# Activity
Could you restate the whole listing word for word?

◇ ◇ ◇ ◇ ◇ ◇ ◇

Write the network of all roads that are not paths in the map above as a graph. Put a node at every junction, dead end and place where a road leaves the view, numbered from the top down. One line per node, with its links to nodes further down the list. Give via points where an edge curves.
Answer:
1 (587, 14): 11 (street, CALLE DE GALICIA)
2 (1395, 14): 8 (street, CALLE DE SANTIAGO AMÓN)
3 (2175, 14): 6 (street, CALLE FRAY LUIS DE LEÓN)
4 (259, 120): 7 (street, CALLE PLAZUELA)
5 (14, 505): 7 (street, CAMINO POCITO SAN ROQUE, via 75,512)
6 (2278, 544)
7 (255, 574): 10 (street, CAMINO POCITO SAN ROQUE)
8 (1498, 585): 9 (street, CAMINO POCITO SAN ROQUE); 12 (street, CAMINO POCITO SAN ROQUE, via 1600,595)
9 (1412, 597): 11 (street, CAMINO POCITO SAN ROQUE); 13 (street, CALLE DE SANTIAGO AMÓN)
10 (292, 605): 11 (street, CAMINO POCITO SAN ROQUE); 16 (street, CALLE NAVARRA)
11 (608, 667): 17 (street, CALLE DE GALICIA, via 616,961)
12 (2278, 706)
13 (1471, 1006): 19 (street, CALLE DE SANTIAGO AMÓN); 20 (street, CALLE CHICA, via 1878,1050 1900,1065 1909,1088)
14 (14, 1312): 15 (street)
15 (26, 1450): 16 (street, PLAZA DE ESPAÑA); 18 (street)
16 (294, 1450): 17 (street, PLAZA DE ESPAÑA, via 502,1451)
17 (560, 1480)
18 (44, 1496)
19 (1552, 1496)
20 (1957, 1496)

◇ ◇ ◇ ◇ ◇ ◇ ◇

# Task output
Write the network of all roads that are not paths in the map above as a graph. Put a node at every junction, dead end and place where a road leaves the view, numbered from the top down. One line per node, with its links to nodes further down the list. Give via points where an edge curves.
Answer:
1 (587, 14): 11 (street, CALLE DE GALICIA)
2 (1395, 14): 8 (street, CALLE DE SANTIAGO AMÓN)
3 (2175, 14): 6 (street, CALLE FRAY LUIS DE LEÓN)
4 (259, 120): 7 (street, CALLE PLAZUELA)
5 (14, 505): 7 (street, CAMINO POCITO SAN ROQUE, via 75,512)
6 (2278, 544)
7 (255, 574): 10 (street, CAMINO POCITO SAN ROQUE)
8 (1498, 585): 9 (street, CAMINO POCITO SAN ROQUE); 12 (street, CAMINO POCITO SAN ROQUE, via 1600,595)
9 (1412, 597): 11 (street, CAMINO POCITO SAN ROQUE); 13 (street, CALLE DE SANTIAGO AMÓN)
10 (292, 605): 11 (street, CAMINO POCITO SAN ROQUE); 16 (street, CALLE NAVARRA)
11 (608, 667): 17 (street, CALLE DE GALICIA, via 616,961)
12 (2278, 706)
13 (1471, 1006): 19 (street, CALLE DE SANTIAGO AMÓN); 20 (street, CALLE CHICA, via 1878,1050 1900,1065 1909,1088)
14 (14, 1312): 15 (street)
15 (26, 1450): 16 (street, PLAZA DE ESPAÑA); 18 (street)
16 (294, 1450): 17 (street, PLAZA DE ESPAÑA, via 502,1451)
17 (560, 1480)
18 (44, 1496)
19 (1552, 1496)
20 (1957, 1496)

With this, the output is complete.